The samples per class distribution of all the sets can be seen below:

As can be seen, the distributions along the different sets are very close, but the distribution of samples among classes is of great variance. It was therefore necessary to balance-out the classes by generating surrogate data, based on the existing dataset.

Pre-processing Steps

Although the images have already undergone preprocessing steps (ROI cropping), further preprocessing was seen an efficient method for optimizing performance.

Class Balancing with Surrogate data

Since sample distribution among classes was seen to be greatly varying, it was decided to augment the lower-sample-count classes with artificially created data.

Another benefitial aspect in adding perturbations to the data is that in this manner the network becomes more robust and less likely to overfit.

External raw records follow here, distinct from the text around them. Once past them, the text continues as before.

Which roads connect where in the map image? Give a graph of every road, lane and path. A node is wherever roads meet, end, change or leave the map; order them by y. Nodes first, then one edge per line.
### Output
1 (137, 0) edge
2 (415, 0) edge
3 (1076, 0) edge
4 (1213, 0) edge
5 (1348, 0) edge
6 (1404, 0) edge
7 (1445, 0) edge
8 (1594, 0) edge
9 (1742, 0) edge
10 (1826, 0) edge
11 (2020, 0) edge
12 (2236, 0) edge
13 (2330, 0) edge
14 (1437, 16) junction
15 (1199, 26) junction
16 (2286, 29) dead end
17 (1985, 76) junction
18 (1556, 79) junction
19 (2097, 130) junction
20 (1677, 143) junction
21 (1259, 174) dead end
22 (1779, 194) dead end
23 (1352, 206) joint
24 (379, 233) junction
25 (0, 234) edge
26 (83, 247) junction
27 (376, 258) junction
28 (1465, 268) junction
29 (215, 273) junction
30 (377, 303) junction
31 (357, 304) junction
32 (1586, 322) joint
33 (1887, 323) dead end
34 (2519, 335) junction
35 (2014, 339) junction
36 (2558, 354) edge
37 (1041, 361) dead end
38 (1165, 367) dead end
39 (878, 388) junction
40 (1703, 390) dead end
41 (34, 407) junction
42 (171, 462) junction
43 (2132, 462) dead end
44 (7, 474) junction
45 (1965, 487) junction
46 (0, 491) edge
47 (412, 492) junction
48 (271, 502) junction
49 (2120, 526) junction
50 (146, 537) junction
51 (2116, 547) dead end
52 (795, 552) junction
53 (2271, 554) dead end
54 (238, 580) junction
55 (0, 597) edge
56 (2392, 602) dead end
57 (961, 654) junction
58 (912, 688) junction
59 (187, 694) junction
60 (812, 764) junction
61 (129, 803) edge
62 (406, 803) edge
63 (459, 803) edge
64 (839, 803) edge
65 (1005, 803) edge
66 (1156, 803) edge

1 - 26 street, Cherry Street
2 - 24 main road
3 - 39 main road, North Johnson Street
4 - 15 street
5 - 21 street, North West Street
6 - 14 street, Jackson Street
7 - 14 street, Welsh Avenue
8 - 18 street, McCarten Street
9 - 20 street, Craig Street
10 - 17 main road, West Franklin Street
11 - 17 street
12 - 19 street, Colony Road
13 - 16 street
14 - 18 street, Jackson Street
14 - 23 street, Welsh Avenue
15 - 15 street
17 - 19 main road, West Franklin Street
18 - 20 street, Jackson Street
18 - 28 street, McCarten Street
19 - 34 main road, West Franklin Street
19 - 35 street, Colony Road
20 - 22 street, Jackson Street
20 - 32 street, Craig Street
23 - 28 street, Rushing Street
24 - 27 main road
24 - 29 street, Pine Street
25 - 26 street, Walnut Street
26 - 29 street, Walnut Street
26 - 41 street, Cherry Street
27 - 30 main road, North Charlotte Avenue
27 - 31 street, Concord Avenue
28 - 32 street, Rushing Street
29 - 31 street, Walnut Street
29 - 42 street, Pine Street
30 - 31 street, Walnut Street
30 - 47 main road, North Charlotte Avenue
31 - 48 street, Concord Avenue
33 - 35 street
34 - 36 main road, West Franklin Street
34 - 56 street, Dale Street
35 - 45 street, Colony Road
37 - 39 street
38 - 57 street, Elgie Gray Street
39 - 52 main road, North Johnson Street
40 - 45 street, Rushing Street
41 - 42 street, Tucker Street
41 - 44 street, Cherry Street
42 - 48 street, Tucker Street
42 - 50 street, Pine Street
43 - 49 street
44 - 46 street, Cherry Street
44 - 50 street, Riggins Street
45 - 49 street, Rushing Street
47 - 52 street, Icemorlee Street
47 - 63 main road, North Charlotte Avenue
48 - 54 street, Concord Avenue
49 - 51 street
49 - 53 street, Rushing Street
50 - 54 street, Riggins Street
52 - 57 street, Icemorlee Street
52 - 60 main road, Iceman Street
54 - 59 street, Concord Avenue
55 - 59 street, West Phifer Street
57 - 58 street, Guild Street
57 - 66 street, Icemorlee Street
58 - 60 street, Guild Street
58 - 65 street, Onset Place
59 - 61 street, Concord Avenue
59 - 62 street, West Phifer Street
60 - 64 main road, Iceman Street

The methods for creation of this data where all based on perturbing the existing samples, where the perturbations chosen where:

Image Rotation by +- 6 to 9 degrees around the image centre
Image Translation by +- 3 pixels along the x and y axes
Image Affine transformation
Image Perspective warping

Using these techniques for image generation and class balancing, several balancing thresholds where tested, namely median, mean and max counts of all samples among the classes and the max threshold was chosen as final.

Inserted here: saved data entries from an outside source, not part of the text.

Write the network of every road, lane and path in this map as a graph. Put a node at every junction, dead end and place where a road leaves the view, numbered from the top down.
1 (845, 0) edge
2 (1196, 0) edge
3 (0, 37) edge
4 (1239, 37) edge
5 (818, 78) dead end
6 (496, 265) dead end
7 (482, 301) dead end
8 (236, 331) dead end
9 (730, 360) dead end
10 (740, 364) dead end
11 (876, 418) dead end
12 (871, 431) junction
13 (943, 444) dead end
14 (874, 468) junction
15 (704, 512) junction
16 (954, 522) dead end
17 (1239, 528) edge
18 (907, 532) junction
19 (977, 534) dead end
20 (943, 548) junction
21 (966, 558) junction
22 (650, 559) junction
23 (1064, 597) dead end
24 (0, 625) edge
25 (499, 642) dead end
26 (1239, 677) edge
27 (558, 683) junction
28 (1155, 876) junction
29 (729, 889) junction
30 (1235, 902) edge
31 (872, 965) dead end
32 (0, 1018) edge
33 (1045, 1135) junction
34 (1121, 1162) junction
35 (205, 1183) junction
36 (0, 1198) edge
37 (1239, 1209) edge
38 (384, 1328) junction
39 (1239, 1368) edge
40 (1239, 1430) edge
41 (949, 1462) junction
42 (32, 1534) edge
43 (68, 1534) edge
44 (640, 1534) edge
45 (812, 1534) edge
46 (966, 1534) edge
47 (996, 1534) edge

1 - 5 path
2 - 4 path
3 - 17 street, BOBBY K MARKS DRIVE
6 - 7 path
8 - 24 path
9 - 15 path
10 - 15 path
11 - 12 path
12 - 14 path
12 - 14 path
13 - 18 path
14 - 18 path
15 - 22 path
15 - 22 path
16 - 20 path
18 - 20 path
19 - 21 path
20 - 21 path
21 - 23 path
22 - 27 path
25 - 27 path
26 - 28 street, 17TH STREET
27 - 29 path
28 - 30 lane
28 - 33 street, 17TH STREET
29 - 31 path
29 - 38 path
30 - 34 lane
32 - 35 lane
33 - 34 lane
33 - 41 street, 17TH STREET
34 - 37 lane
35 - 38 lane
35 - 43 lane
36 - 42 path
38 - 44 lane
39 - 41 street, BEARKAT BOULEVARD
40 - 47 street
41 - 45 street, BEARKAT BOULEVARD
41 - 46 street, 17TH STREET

The results from class balancing can be seen below.

NOTE: Images where converted to float32 and therefore their colorspace is depicted differently by matplotlib.

The resulting distribution for the training is shown below, where the total training set size changed from 34799 to 86429, hence the surrogate data represents ~60% of all training data!

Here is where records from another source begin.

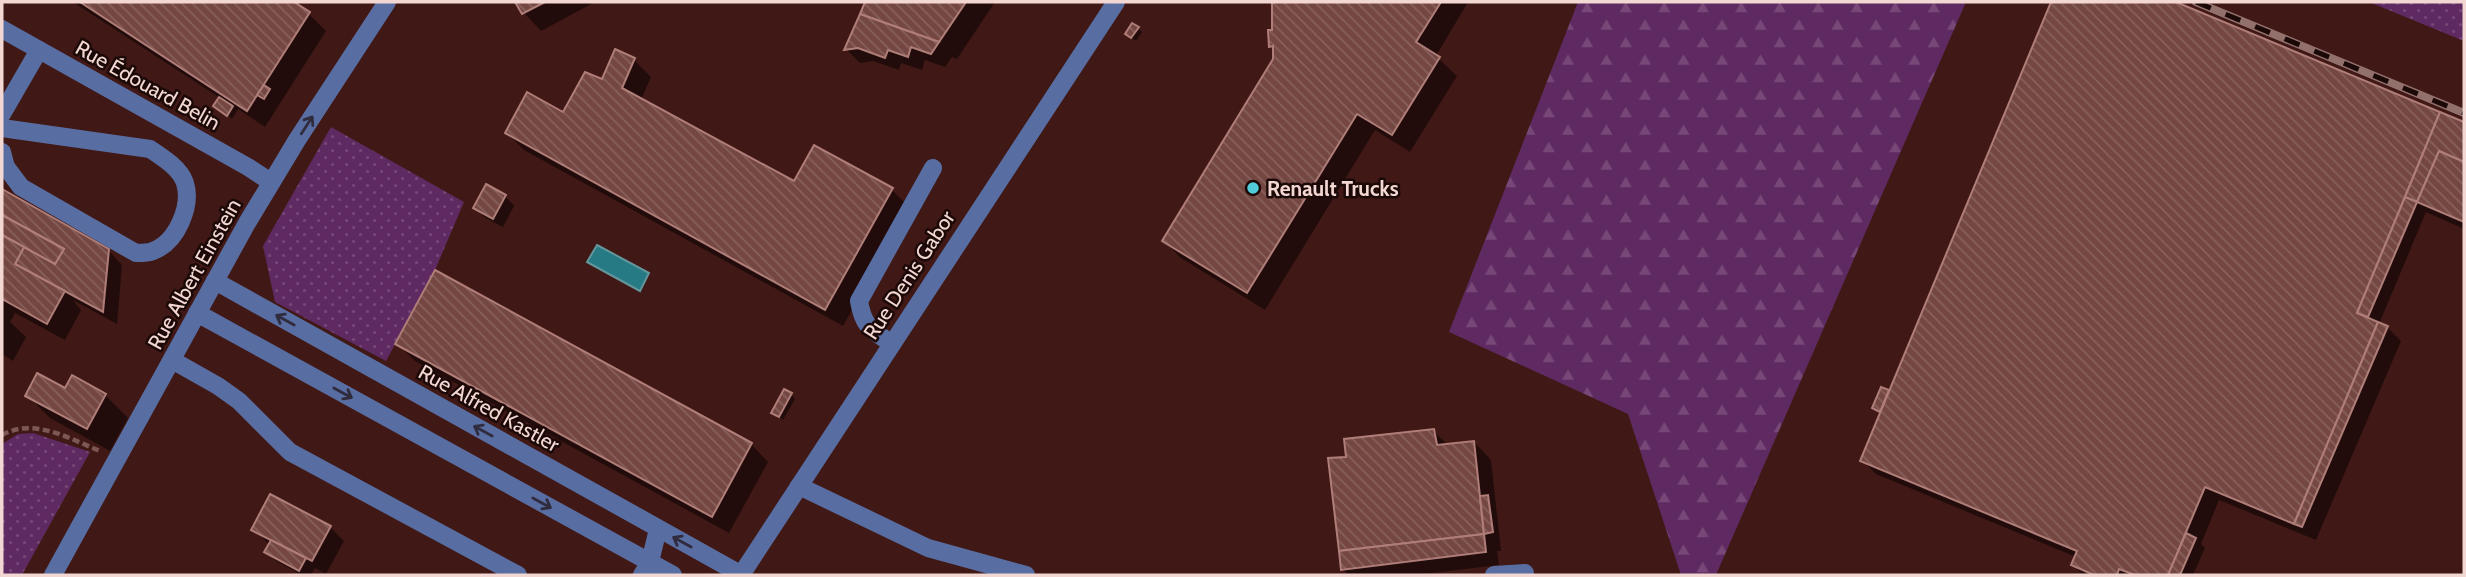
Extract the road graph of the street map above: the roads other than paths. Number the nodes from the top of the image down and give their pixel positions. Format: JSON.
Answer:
{"nodes":[{"id":1,"x":387,"y":2,"type":"edge"},
{"id":2,"x":1116,"y":2,"type":"edge"},
{"id":3,"x":2,"y":29,"type":"edge"},
{"id":4,"x":39,"y":50,"type":"junction"},
{"id":5,"x":2,"y":114,"type":"edge"},
{"id":6,"x":2,"y":128,"type":"edge"},
{"id":7,"x":2,"y":152,"type":"edge"},
{"id":8,"x":933,"y":168,"type":"dead end"},
{"id":9,"x":271,"y":182,"type":"junction"},
{"id":10,"x":215,"y":281,"type":"junction"},
{"id":11,"x":197,"y":313,"type":"junction"},
{"id":12,"x":891,"y":343,"type":"junction"},
{"id":13,"x":172,"y":360,"type":"junction"},
{"id":14,"x":799,"y":485,"type":"junction"},
{"id":15,"x":658,"y":529,"type":"junction"},
{"id":16,"x":646,"y":569,"type":"edge"},
{"id":17,"x":1525,"y":573,"type":"dead end"},
{"id":18,"x":53,"y":575,"type":"edge"},
{"id":19,"x":518,"y":575,"type":"edge"},
{"id":20,"x":673,"y":575,"type":"edge"},
{"id":21,"x":741,"y":575,"type":"edge"},
{"id":22,"x":1026,"y":575,"type":"edge"},
{"id":23,"x":1494,"y":575,"type":"edge"}],
"edges":[{"from":9,"to":1,"type":"street","name":"Rue Albert Einstein","one_way":true},
{"from":2,"to":12,"type":"street","name":"Rue Denis Gabor"},
{"from":3,"to":4,"type":"street","name":"Rue Édouard Belin"},
{"from":4,"to":5,"type":"street"},
{"from":4,"to":9,"type":"street","name":"Rue Édouard Belin"},
{"from":6,"to":7,"type":"street"},
{"from":8,"to":12,"type":"street"},
{"from":9,"to":10,"type":"street","name":"Rue Albert Einstein"},
{"from":10,"to":11,"type":"street","name":"Rue Albert Einstein"},
{"from":15,"to":10,"type":"street","name":"Rue Alfred Kastler","one_way":true},
{"from":11,"to":13,"type":"street","name":"Rue Albert Einstein"},
{"from":11,"to":16,"type":"street","one_way":true},
{"from":12,"to":14,"type":"street","name":"Rue Denis Gabor"},
{"from":13,"to":18,"type":"street","name":"Rue Albert Einstein"},
{"from":13,"to":19,"type":"street"},
{"from":14,"to":21,"type":"street","name":"Rue Denis Gabor"},
{"from":14,"to":22,"type":"street"},
{"from":15,"to":16,"type":"street"},
{"from":21,"to":15,"type":"street","name":"Rue Alfred Kastler","one_way":true},
{"from":16,"to":20,"type":"street"},
{"from":17,"to":23,"type":"street"}]}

Grayscale and Normalization

Images where then converted to grayscale and normalized between 0 and 1.

Network Architecture

Sevaral network architectures were iterated through. First, the LeNet convolutional network was taken and adapted to work with the traffic sign data set - adapting it to 43 categories, instead of 10. On the first iterations it was observed that the 3 channels of the image do not contribute towards better accuracy and the pre-processing now included not only normalization, but also a colorspace conversion to grayscale. In addition, multiple filter sizes where tested with the LeNet architecture, when the necessity of paramtrization was recognized (see below). Further, two dropout layers were added after the first two Fully-Connected layers which brought the accuracy towards 0.8-0.9. Multiple filter depths were tested, and with filter depths of (64, 128) for the first two convolutional layers, the network reached 0.91 accuracy. A further test was made with addition of a third convolutional layer, where final results came to ~0.95 accuracy.

Details of the layers dimensions can be found below.

In order to iterate through multiple network architectures, it is necessary to make the network models parametric, so interdependencies between variables can be solved dynamically.

Fist, the layer dimensions are sequentially defined. Example:

layers = {}
layers.update({
    'c1':{
        'd': n_channels * 9,
        'fx': 5,
        'fy': 5
    }
})
layers.update({
    'c2':{
        'd': layers['c1']['d'] * 6,
        'fx': 5,
        'fy': 5
    }   
})
layers.update({
    'c3':{
        'd': layers['c2']['d'] * 4,
        'fx': 5,
        'fy': 5
    }   
})
layers.update({
    'f0': {
        # Resulting flat size = n_channels * 9 * 6 * 4 = 1 * 9 * 6 * 4 = 216
        'in': layers['c3']['d'],
        'out': 480
    }  
})
layers.update({
    'f1': {
        'in': layers['f0']['out'],
        'out': 240
    }
})
layers.update({
    'f2': {
        'in': layers['f1']['out'],
        'out': 43
    }
})

Next, the weight and bias objects (python dictionaries) are constructed:

weights = {
    'wc1': tfhe((layers['c1']['fx'], layers['c1']['fy'], n_channels, layers['c1']['d'])),
    'wc2': tfhe((layers['c2']['fx'], layers['c2']['fy'], layers['c1']['d'], layers['c2']['d'])),
    'wc3': tfhe((layers['c3']['fx'], layers['c3']['fy'], layers['c2']['d'], layers['c3']['d'])),
    'wf0': tfhe((layers['f0']['in'], layers['f0']['out'])),
    'wf1': tfhe((layers['f1']['in'], layers['f1']['out'])),
    'wf2': tfhe((layers['f2']['in'], layers['f2']['out']))
}

biases = {
    'bc1': tf.Variable(tf.zeros(layers['c1']['d'])),
    'bc2': tf.Variable(tf.zeros(layers['c2']['d'])),
    'bc3': tf.Variable(tf.zeros(layers['c3']['d'])),
    'bf0': tf.Variable(tf.zeros(layers['f0']['out'])),
    'bf1': tf.Variable(tf.zeros(layers['f1']['out'])),
    'bf2': tf.Variable(tf.zeros(layers['f2']['out']))
}

where, the tfhe function points to the initialization routine detialed in [1].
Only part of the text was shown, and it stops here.